Ho partecipato ad una delle Conversazioni del venerdì che il "Centro Studi di Psicologia e Letteratura fondato da Aldo Carotenuto" tiene da molti anni qui a Roma e che seguo da tutto il tempo nel quale vivo qui. Il titolo della conversazione era : “Il soffio dell’anima: tra religione e spiritualità”. Le relatrici con incedere cauto ed emozionato ci hanno accompagnato nella difficile diatriba che mette in relazione il senso che hanno avuto nelle culture e nella psiche universale le religioni e di come queste abbiano o meno influenzato o alimentato la nostra terza dimensione esistenziale, e cioè quella “spirituale”. Un excursus a tratti complesso ed a tratti profondo che mi ha fatto ritornare alla mente le mie personali esperienze, diciamo al limite tra trascendente e spirituale o magari solo frutto della mia fervida fantasia…sì perché nella mia semplice esperienza di perenne principiante stregona che tenta di accedere a questa dimensione non posso certo dire di aver capito o di avere le basi teoriche di riferimento, ma solo esperienze che a vario modo hanno messo in contatto la mia anima con qualcosa che fatico a spiegare a parole.
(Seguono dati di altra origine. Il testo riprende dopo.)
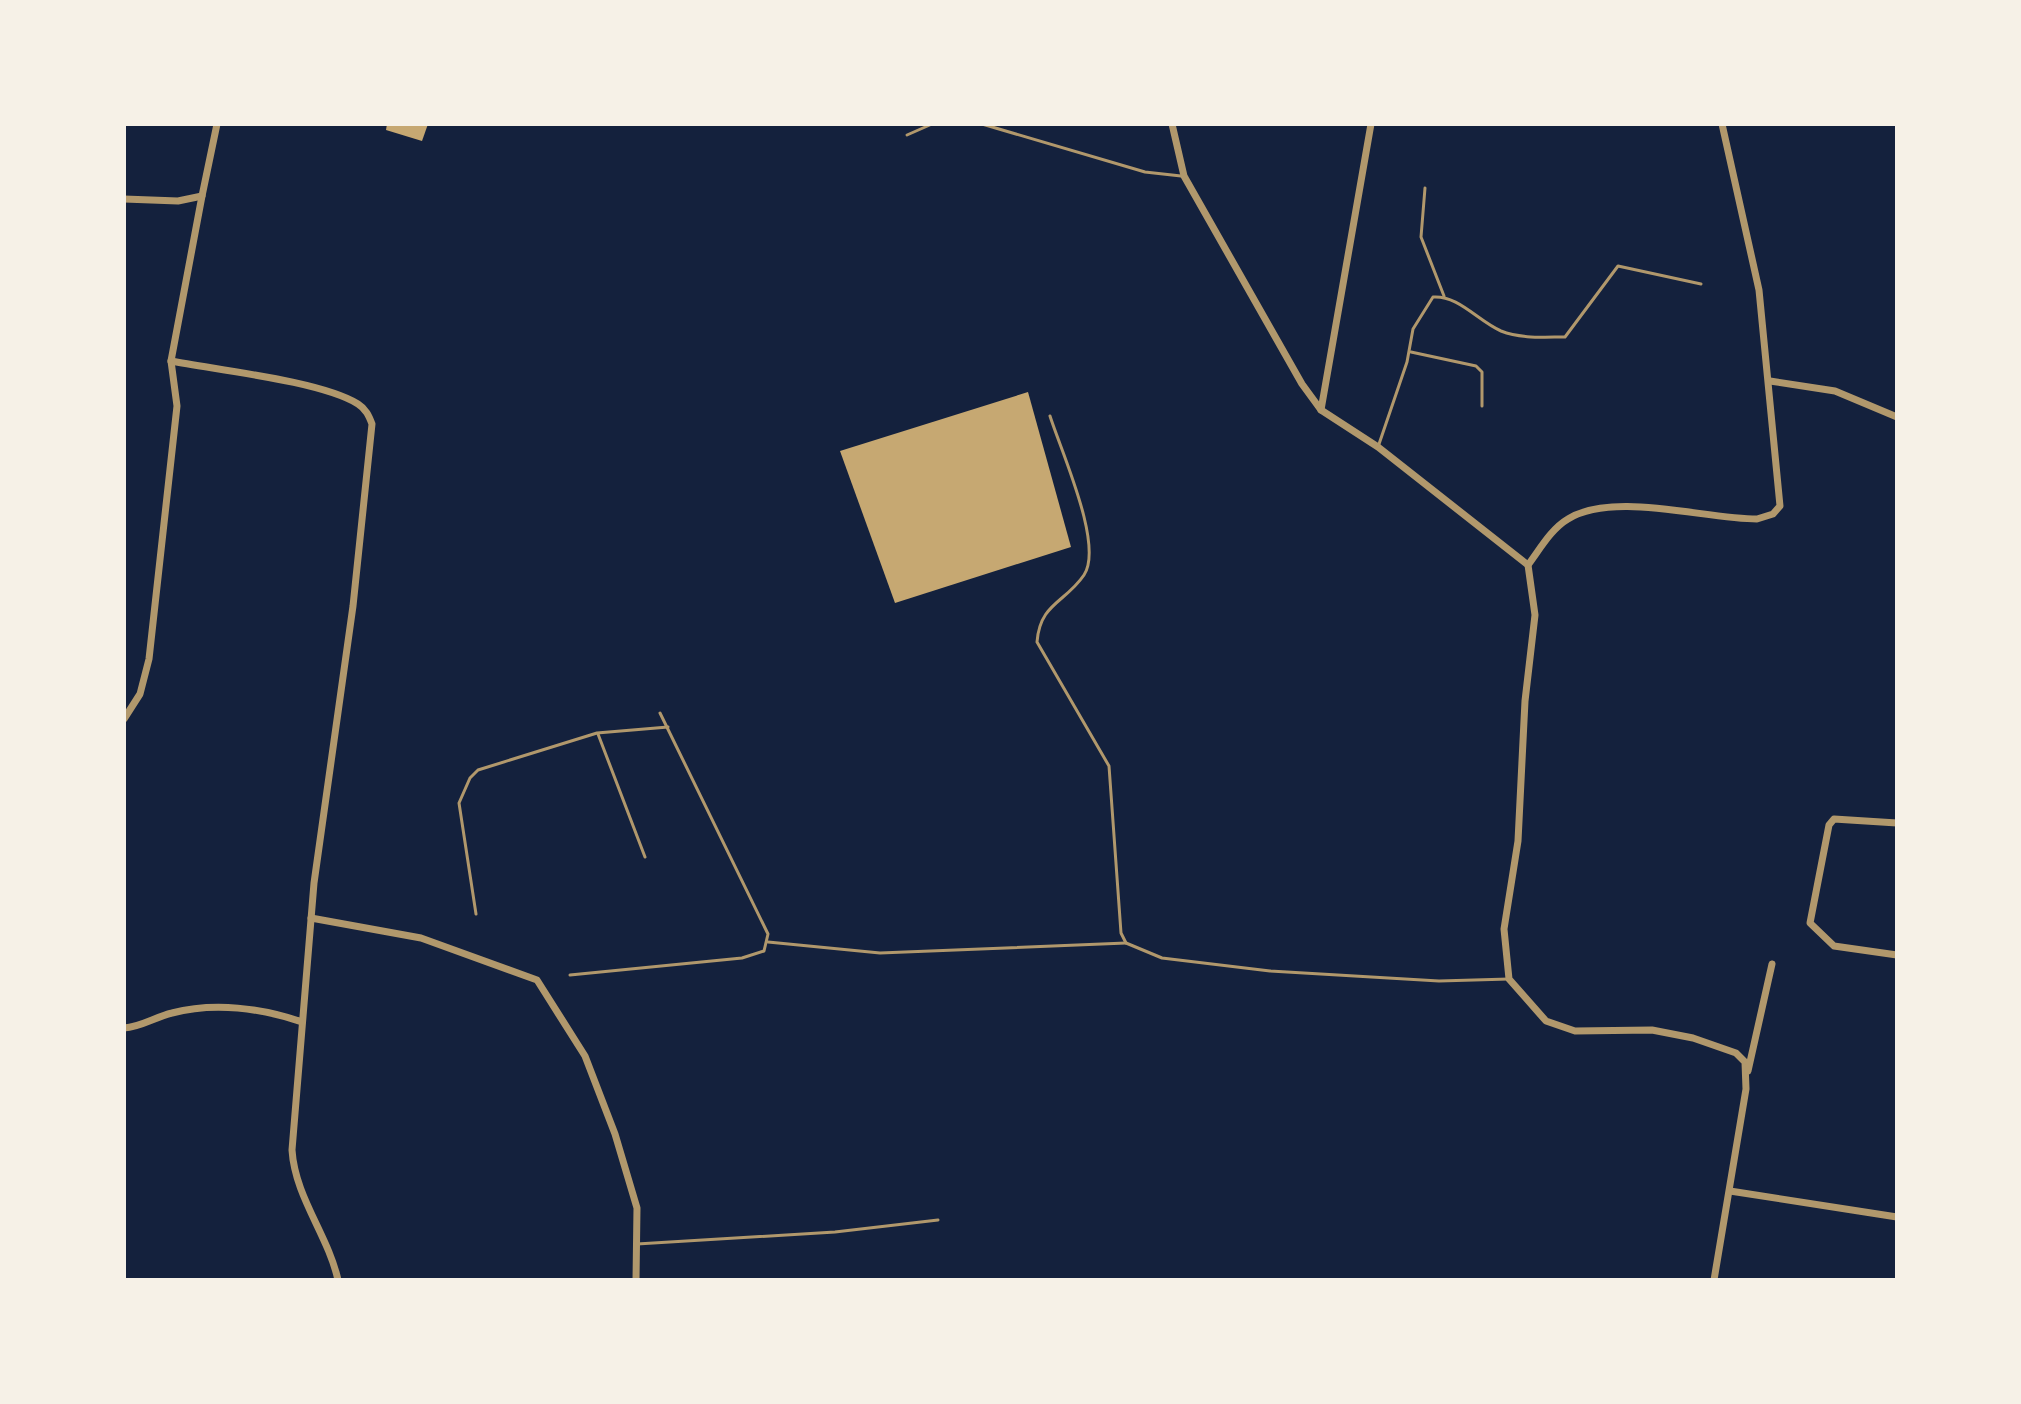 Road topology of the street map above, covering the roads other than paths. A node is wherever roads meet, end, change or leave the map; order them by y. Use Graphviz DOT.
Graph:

Ed ecco che dopo il racconto di “Di vento e di mare” racconterò un altro momento della mia vita nel quale penso di aver provato qualcosa di vicino all’esperienza estatica spirituale, di contatto con una dimensione altra che potrebbe essere vicina alla dimensione divina.

 

Era la fine dell’ottobre 2015. Due amici abruzzesi ci invitano per un week end nella loro casa abruzzese. Lo scopo era di portarci a spasso nei loro luoghi e farci conoscere un pezzo di terra italiana che noi (io e Massimo) poco conoscevamo. Tengo a precisare che questi due amici sono amici un po' speciali, sono persone con le quali spesso ci intratteniamo in discorsi legati alla religione e alla dimensione spirituale, due persone di grande e profonda esperienza spirituale maturata nel tempo su diverse strade e con diversi Maestri che li hanno portati a sviluppare un loro personale rapporto con l’”Infinito Altro”.

 

Dopo questa breve e dovuta premessa ritorno al racconto.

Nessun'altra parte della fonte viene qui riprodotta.